これらの税務対策や注意点を把握し、適切な税務処理を行うことが、円滑な解散・清算手続きにつながります。
残余財産の分配と税金
清算財産の分配に関しては、以下の点で税金の影響が発生します。
- 配当税
- 清算財産の分配が株主への配当とみなされる場合、配当税が課税されます。ただし、非課税や軽減税率が適用される場合もあります。
- 譲渡所得税
- 株主が株式を譲渡した場合、譲渡所得税が発生します。売却価格や取得価格によって課税額が異なります。
- 清算所得税
- 清算所得は、通常の所得税とは別に課税されます。清算所得の算出方法や課税の時期に注意が必要です。
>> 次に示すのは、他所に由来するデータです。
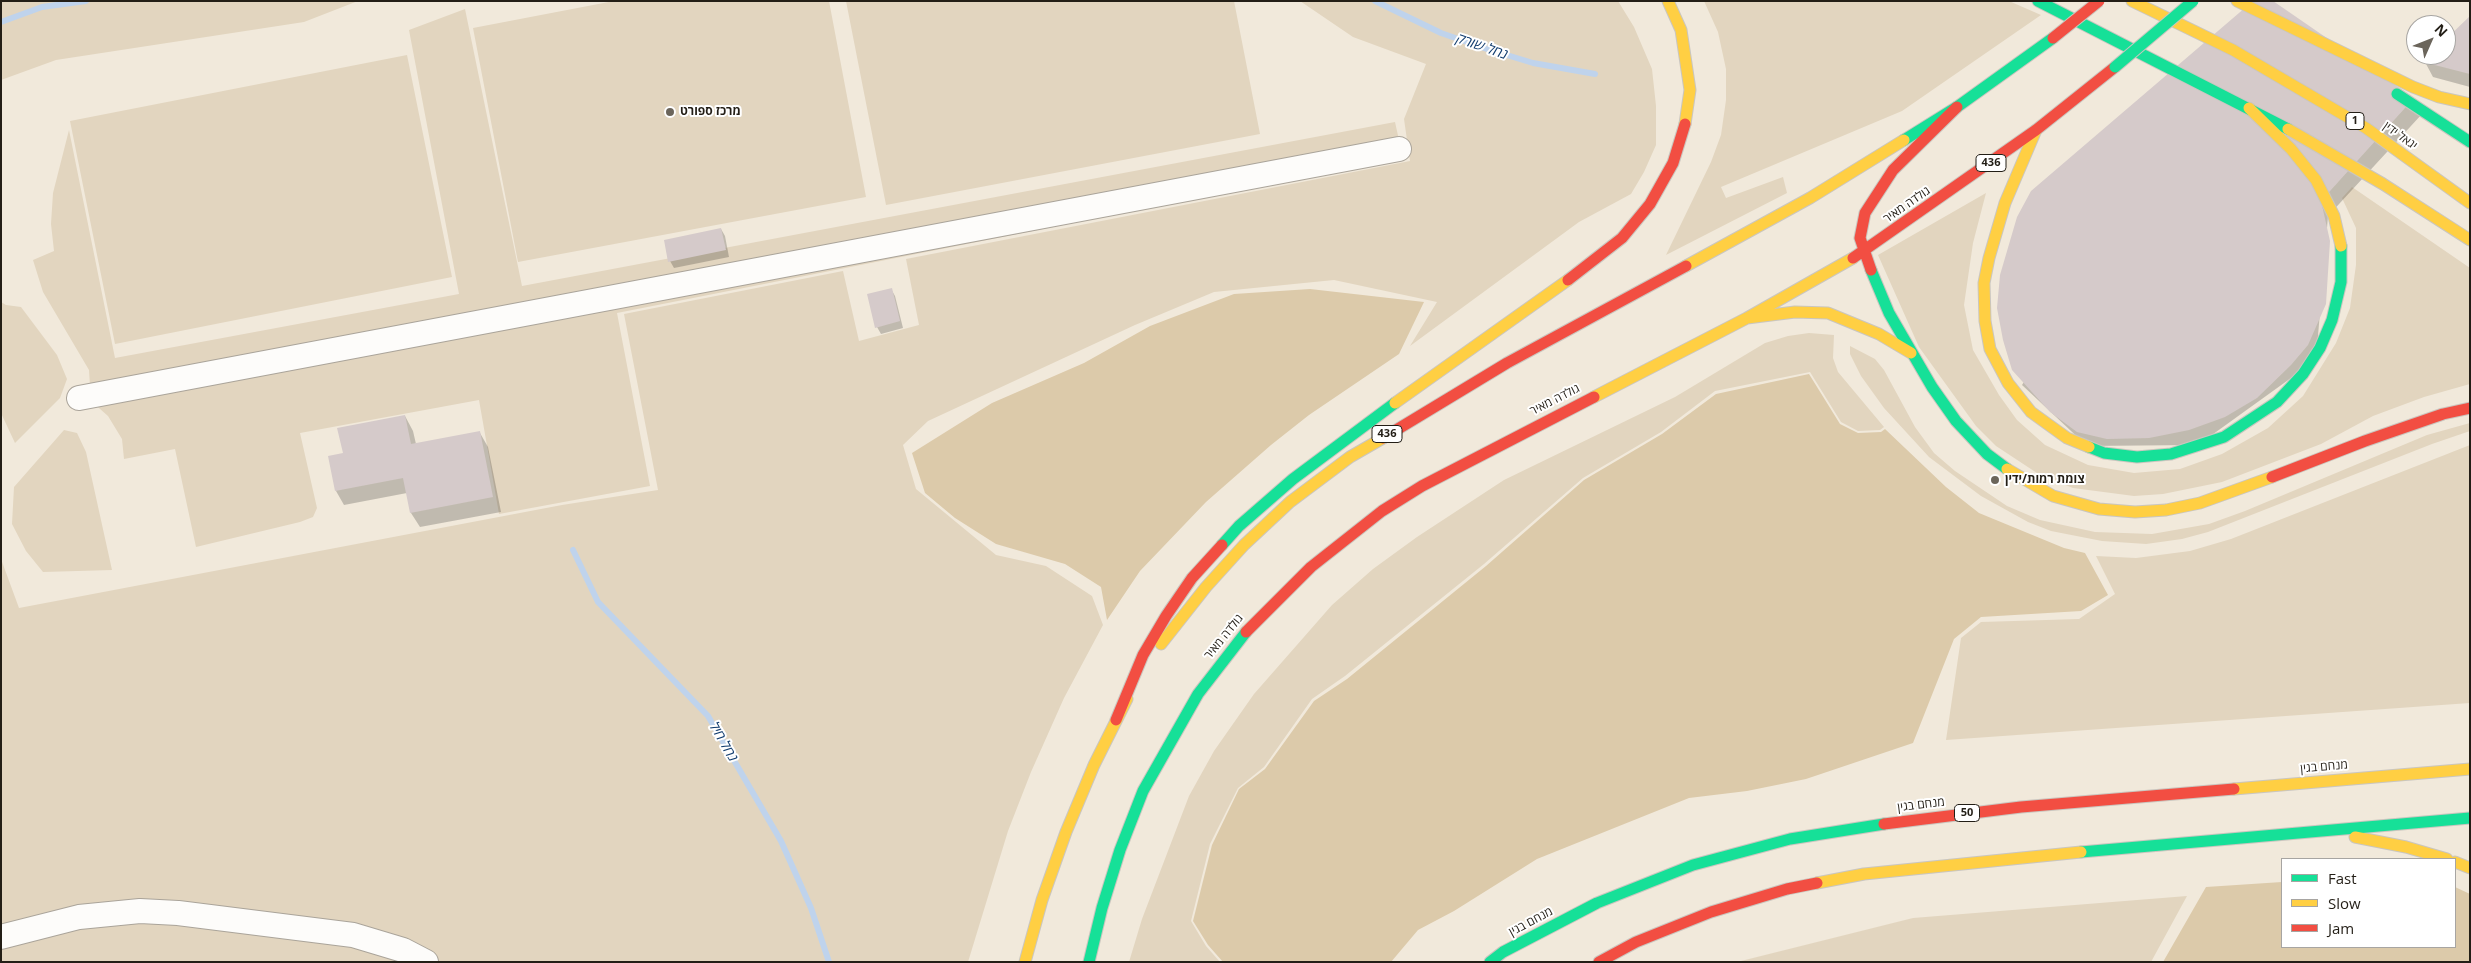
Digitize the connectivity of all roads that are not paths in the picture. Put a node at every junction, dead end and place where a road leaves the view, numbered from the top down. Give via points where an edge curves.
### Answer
1 (1668, 1) edge
2 (2038, 1) edge
3 (2099, 1) edge
4 (2132, 1) edge
5 (2193, 1) edge
6 (2237, 1) edge
7 (2262, 14) junction
8 (2470, 104) edge
9 (1957, 107) junction
10 (2248, 108) junction
11 (2036, 130) junction
12 (2470, 142) edge
13 (1399, 149) dead end
14 (2470, 203) edge
15 (2470, 240) edge
16 (1863, 252) junction
17 (1747, 318) junction
18 (1911, 353) junction
19 (79, 398) dead end
20 (2470, 408) edge
21 (1116, 720) junction
22 (2470, 769) edge
23 (2470, 818) edge
24 (2259, 836) junction
25 (2444, 858) edge
26 (2456, 862) edge
27 (2470, 868) edge
28 (1, 937) edge
29 (426, 962) edge
30 (1026, 962) edge
31 (1089, 962) edge
32 (1490, 962) edge
33 (1599, 962) edge

1 - 21 main road via 1681,30 1690,90 1685,127 1673,163 1650,204 1622,238 1585,268 1355,432 1293,479 1240,526 1192,578 1166,616 1144,655
2 - 10 main road
3 - 9 main road, 436, bridge
4 - 14 main road, יגאל ידין / 1 via 2233,50 2366,128
5 - 11 main road, גולדה מאיר / 436, bridge
6 - 7 main road
7 - 8 main road via 2413,87
7 - 12 main road via 2381,83
9 - 16 main road via 1893,170 1874,197 1861,228
9 - 21 main road, 436 via 1810,198 1516,359 1350,457 1290,502 1206,587 1166,637
10 - 11 main road via 2291,149 2316,180 2334,216 2341,247 2341,282 2332,320 2320,348 2303,374 2277,402 2224,437 2171,454 2137,457 2104,452 2067,438 2031,412 2008,383 1990,349 1984,321 1989,258 2004,203
10 - 15 main road via 2383,184
11 - 16 main road, גולדה מאיר / 436
13 - 19 street
16 - 17 main road, גולדה מאיר / 436
16 - 18 main road via 1889,313
17 - 18 main road via 1795,312 1828,314 1879,334
17 - 31 main road, גולדה מאיר / 436 via 1422,486 1375,516 1290,585 1220,663 1170,740 1143,791 1120,850
18 - 20 main road via 1956,421 1987,454 2021,479 2053,496 2099,509 2135,512 2200,503 2365,441
21 - 30 main road, 436 via 1066,832 1042,900
22 - 32 main road, מנחם בגין / 50 via 2021,807 1894,822 1790,839 1693,865 1597,903
23 - 24 main road
24 - 25 main road via 2312,833 2360,838
24 - 33 main road via 1967,862 1787,889 1711,912 1636,942
26 - 27 main road
28 - 29 street via 79,917 140,911 178,913 353,935 403,950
上記のポイントを踏まえ、清算財産の分配に伴う税金の影響を考慮した上で、適切な税務対策を立てることが重要です。
会社清算における税務署への申告
会社清算も通常の確定申告と同様に、税務署への申告が必要となります。具体的には、清算開始の決議があった場合、税務署への届出が必要です。また、清算の完了に伴い、最終決算を行い、清算確定申告書を提出する必要があります。さらに、清算終了後の残余財産の決算報告書も税務署へ報告します。その際には、株主への配当や、株式譲渡等に伴う税金負担が発生することがありますので、適切な手続きを行わなければならないため、専門家のサポートを受けると良いでしょう。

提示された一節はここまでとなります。